Ongoing Clinical Trials for Hereditary Optic Atrophy
There is currently one ongoing clinical trial investigating a new treatment for hereditary optic atrophy, specifically for patients with autosomal dominant optic atrophy (ADOA). This trial is testing an experimental medication called STK-002, delivered through injections into the eye, and is being conducted across several European countries including Austria, Germany, Italy, and Denmark. (Also known as: Autosomal Dominant Optic Atrophy)
Clinical trial locations
- Austria
- Denmark
- Germany
- Italy
Study on the Safety and Tolerability of STK-002 for Patients with Autosomal Dominant Optic Atrophy
This trial is investigating STK-002, an experimental medication designed to target the genetic cause of autosomal dominant optic atrophy. The condition affects the optic nerves, which carry visual information from the eyes to the brain, leading to progressive vision loss. STK-002 is a type of medicine called an antisense oligonucleotide, which works by binding to specific genetic material to modify how genes work in the body.
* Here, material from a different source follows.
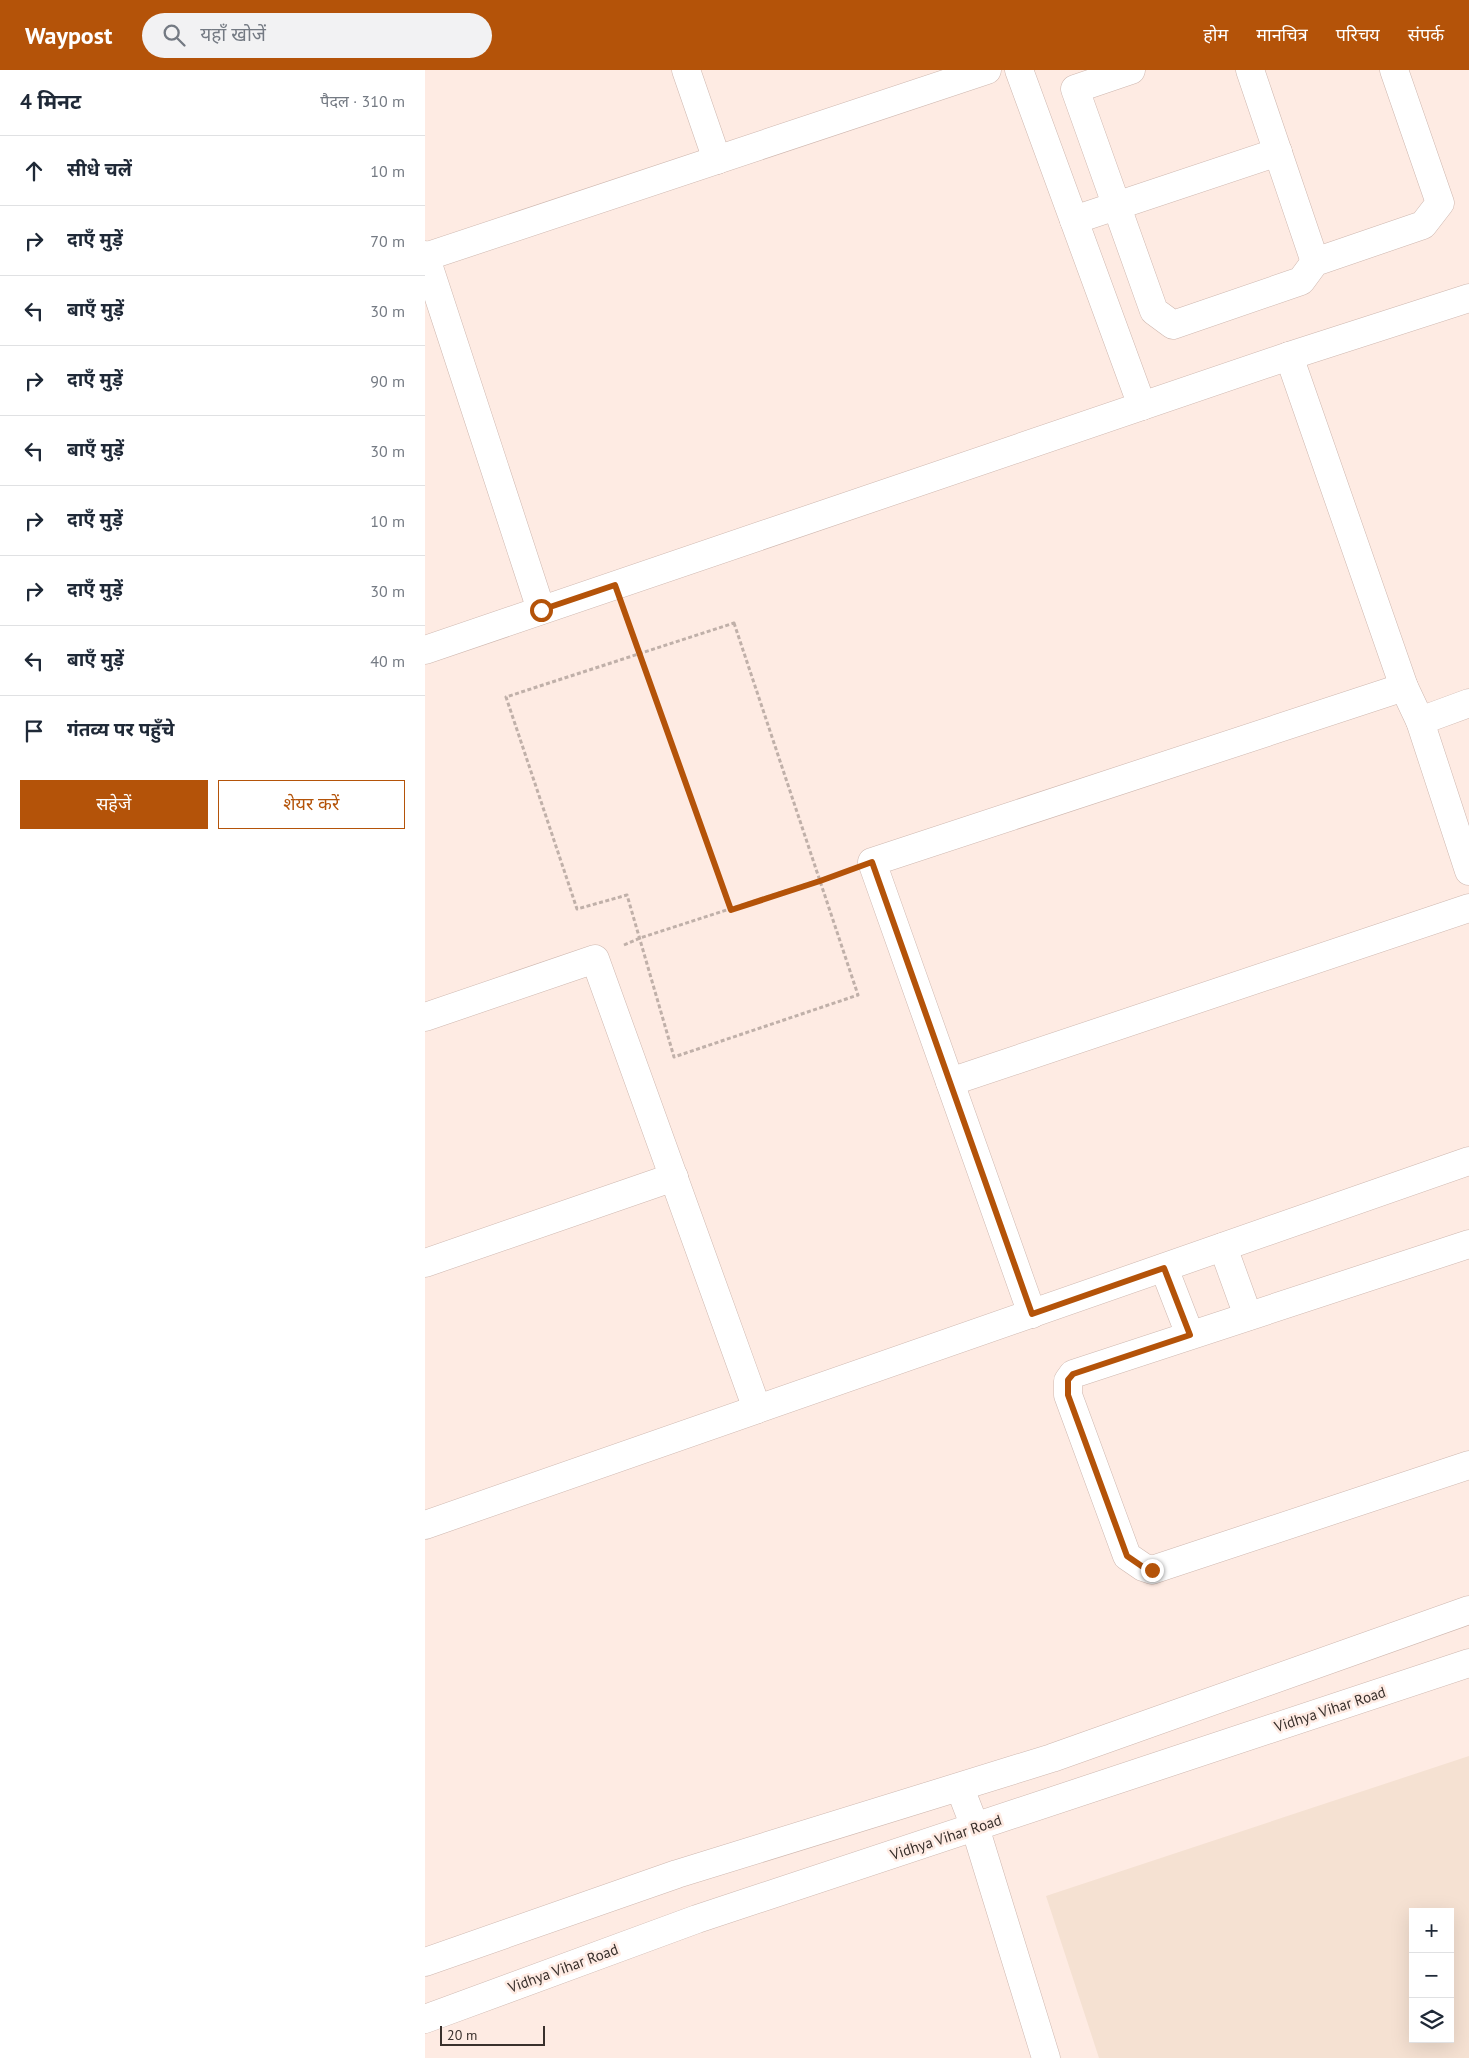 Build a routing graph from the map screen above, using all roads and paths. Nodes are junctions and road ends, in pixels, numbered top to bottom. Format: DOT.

Who can participate: The study has two parts. Part A is for adults between 18 and 54 years old, while Part B is for younger patients between 6 and 17 years old. All participants must have a clinical diagnosis of ADOA and a confirmed genetic change in the OPA1 gene, which is responsible for maintaining healthy optic nerves. Participants must have a certain level of vision measured by the Best Corrected Visual Acuity score, which is the best vision someone can achieve with glasses or contact lenses. For most participants in Part A, this score needs to be between 35 and 70 letters on a standardized eye chart. However, the first two participants in the first group may have lower vision, with scores between 5 and 35 letters.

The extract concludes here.